**Information provided:**
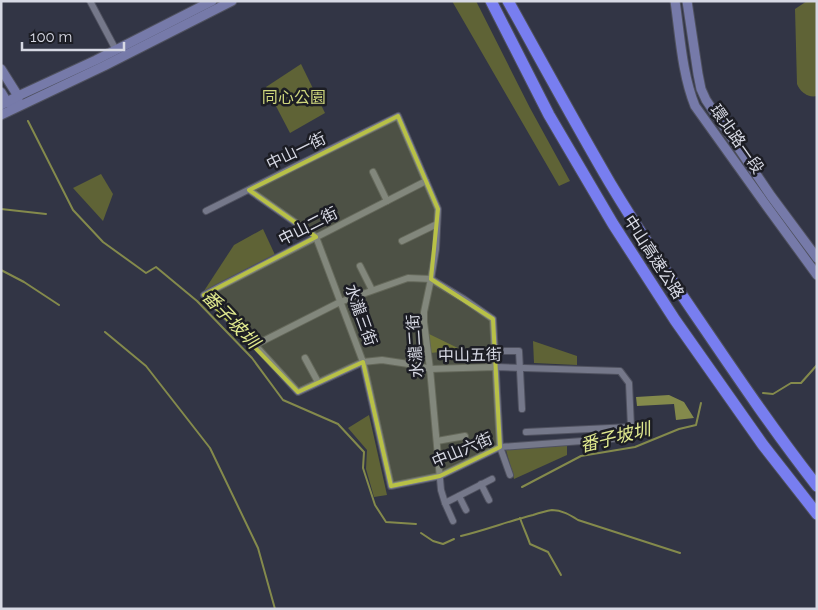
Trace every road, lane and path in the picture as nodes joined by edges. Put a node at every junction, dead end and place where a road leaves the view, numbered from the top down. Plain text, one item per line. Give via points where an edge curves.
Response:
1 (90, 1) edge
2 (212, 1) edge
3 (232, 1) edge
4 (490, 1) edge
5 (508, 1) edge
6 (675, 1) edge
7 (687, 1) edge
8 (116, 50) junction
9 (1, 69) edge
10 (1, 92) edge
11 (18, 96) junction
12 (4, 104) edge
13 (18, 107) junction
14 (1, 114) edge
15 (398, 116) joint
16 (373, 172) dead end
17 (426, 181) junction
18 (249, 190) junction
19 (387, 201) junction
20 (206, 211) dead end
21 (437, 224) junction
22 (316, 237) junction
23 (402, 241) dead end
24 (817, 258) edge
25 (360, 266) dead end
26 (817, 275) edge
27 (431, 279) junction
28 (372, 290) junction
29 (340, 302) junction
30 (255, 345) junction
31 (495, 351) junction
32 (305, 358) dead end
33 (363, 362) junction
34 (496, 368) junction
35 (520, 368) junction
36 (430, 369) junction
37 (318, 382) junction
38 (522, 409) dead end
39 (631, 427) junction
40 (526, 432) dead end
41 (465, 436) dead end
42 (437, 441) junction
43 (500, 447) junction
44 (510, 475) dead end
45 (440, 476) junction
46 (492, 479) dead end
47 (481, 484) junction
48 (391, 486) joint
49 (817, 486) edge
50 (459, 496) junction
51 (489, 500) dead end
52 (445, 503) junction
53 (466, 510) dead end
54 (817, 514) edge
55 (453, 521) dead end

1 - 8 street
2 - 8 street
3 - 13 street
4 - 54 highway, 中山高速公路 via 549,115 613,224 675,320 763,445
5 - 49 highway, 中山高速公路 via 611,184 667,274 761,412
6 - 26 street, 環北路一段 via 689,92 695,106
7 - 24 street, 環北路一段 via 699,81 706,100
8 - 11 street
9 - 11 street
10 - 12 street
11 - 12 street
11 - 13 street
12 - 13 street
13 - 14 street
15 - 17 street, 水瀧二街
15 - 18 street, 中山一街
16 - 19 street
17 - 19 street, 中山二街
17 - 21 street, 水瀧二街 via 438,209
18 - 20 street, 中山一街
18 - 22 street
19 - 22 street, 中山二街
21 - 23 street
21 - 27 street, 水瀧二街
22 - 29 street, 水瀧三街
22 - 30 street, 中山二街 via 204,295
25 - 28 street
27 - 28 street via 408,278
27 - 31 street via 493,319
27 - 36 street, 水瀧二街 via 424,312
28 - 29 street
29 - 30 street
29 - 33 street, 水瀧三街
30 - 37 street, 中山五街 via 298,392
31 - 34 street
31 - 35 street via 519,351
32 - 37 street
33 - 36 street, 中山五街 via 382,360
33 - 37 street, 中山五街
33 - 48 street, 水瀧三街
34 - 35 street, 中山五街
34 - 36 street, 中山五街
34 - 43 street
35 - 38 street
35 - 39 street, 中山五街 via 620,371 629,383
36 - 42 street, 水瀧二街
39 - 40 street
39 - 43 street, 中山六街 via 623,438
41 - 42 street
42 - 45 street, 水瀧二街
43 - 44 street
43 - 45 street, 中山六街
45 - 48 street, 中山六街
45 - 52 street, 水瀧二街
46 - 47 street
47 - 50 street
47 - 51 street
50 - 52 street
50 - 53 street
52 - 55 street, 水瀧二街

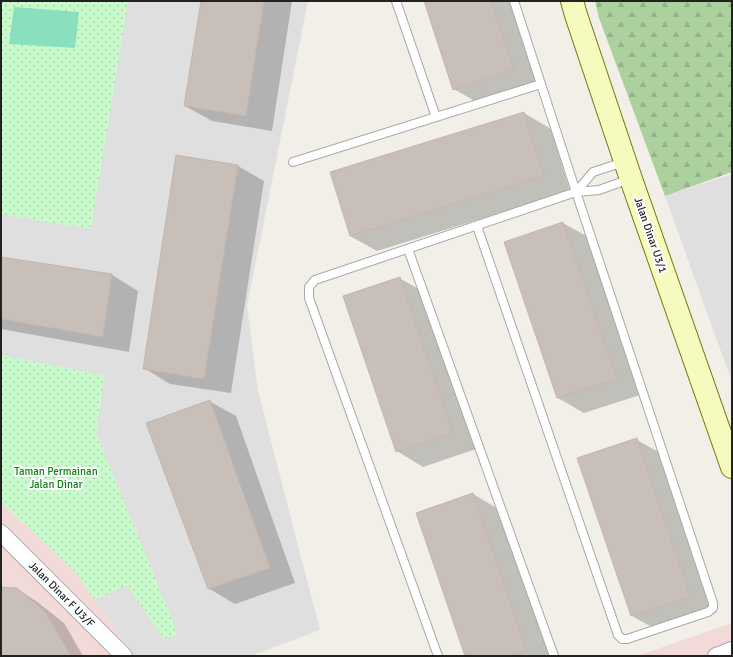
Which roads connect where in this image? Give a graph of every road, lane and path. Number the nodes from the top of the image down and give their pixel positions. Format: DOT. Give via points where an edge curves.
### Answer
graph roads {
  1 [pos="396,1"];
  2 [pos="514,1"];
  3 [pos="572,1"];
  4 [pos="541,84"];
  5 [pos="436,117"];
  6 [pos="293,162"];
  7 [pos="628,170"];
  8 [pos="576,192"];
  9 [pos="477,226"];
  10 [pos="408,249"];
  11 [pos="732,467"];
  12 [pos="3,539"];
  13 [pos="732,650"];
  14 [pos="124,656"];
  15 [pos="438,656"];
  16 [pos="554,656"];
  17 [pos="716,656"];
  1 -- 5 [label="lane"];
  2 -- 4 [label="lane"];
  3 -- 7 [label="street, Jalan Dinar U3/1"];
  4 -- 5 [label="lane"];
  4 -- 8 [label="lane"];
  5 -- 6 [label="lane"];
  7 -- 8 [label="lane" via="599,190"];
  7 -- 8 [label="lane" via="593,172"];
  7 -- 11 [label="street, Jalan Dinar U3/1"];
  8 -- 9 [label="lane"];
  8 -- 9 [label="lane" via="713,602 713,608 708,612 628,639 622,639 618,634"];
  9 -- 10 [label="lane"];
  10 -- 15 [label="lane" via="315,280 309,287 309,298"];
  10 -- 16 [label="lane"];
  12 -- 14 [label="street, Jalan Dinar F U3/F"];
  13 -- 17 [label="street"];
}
==
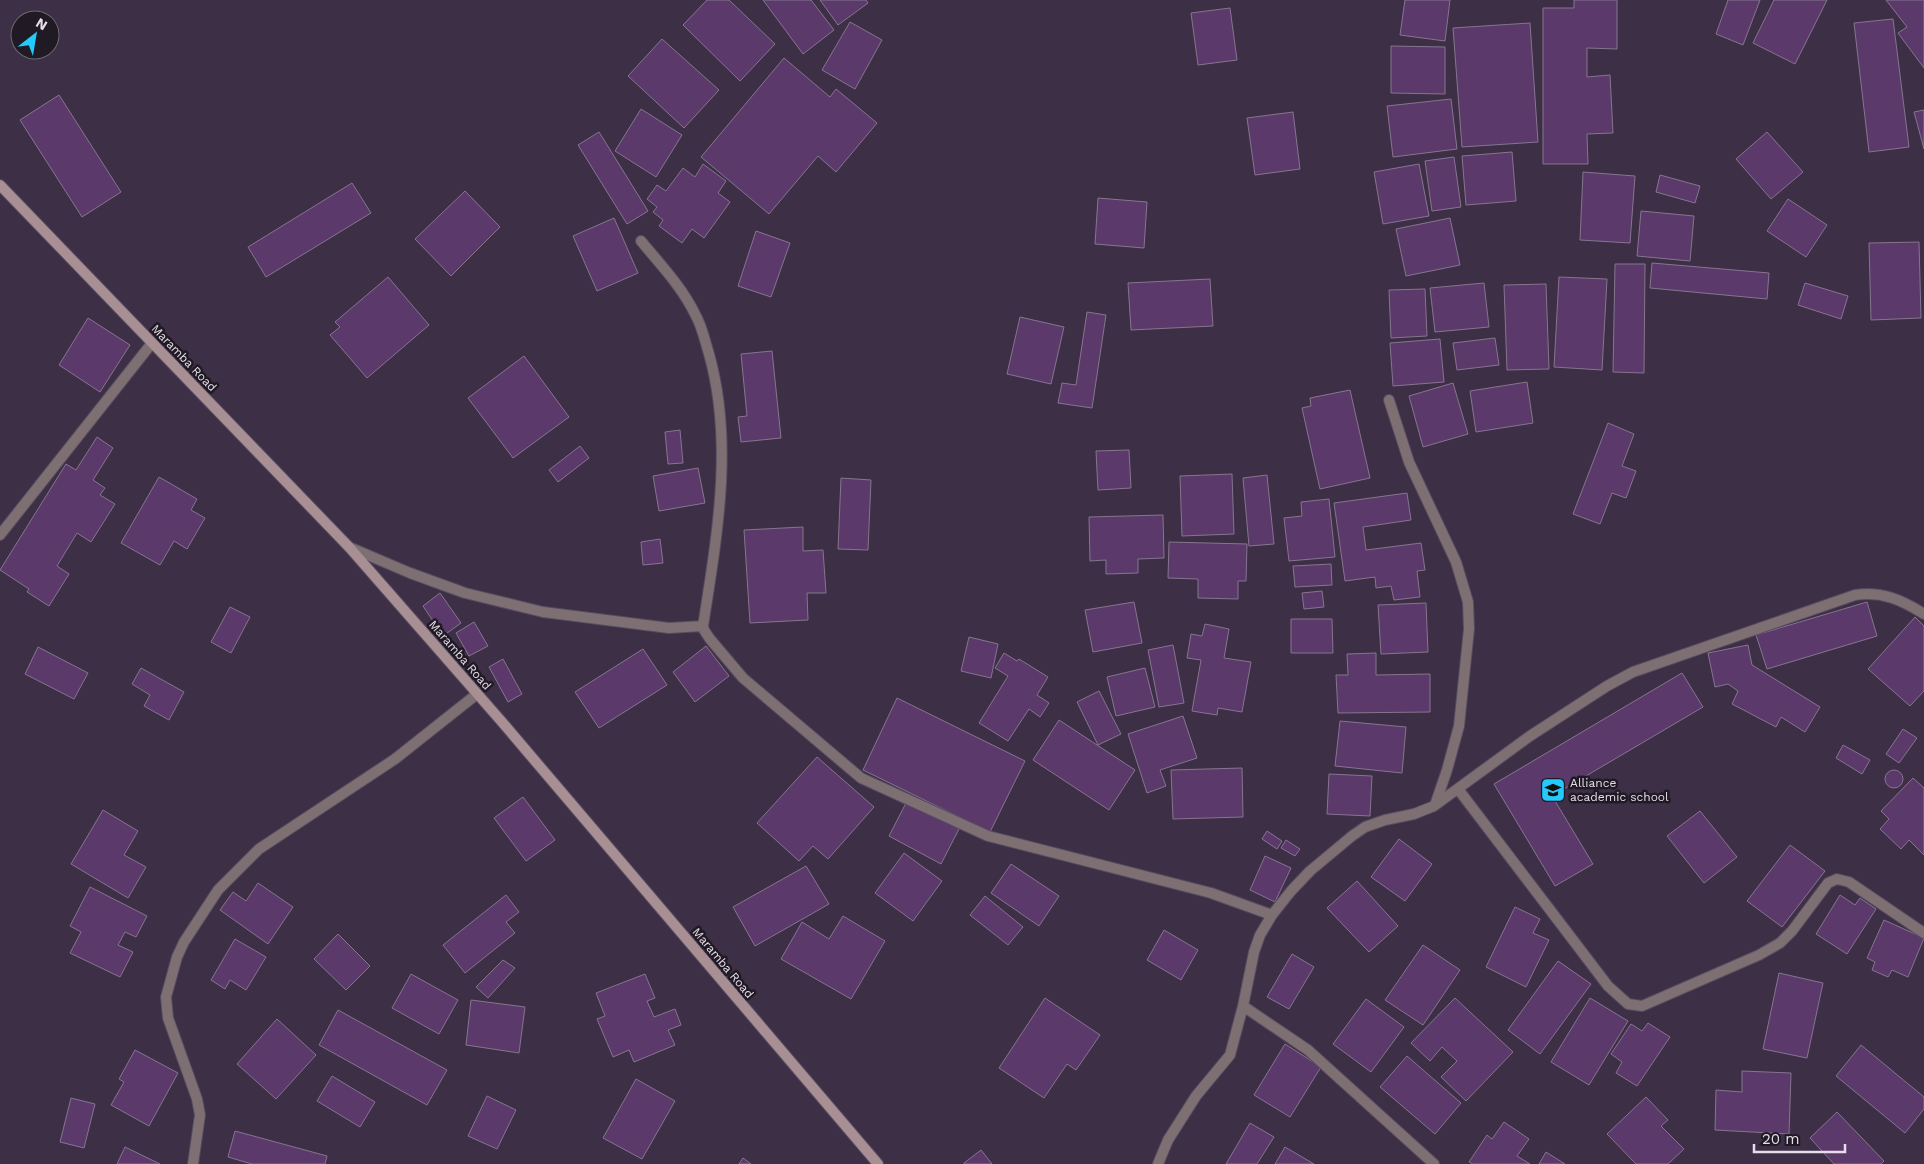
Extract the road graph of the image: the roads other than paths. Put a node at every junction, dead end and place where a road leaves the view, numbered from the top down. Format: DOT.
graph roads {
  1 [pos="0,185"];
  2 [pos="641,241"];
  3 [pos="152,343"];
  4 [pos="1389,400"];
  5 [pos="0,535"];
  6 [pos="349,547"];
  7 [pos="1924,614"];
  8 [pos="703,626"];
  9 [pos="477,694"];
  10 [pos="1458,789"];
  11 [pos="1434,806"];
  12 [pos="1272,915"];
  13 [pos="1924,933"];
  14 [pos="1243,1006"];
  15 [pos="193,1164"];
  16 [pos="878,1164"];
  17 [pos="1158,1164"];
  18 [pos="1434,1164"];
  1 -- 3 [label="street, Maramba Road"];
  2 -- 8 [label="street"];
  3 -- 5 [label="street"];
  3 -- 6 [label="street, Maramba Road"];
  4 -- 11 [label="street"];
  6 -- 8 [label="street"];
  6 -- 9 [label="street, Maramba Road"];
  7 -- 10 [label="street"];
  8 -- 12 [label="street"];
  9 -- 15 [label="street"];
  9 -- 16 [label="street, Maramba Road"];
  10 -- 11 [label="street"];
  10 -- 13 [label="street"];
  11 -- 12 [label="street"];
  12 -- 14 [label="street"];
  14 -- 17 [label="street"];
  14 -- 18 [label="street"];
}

**Task requirements:**
Select the lines in this material that hold the word "points", leaving none out.

**Answer box:**
Trace every road, lane and path in the picture as nodes joined by edges. Put a node at every junction, dead end and place where a road leaves the view, numbered from the top down. Plain text, one item per line. Give via points where an edge curves.
Which roads connect where in this image? Give a graph of every road, lane and path. Number the nodes from the top of the image down and give their pixel positions. Format: DOT. Give via points where an edge curves.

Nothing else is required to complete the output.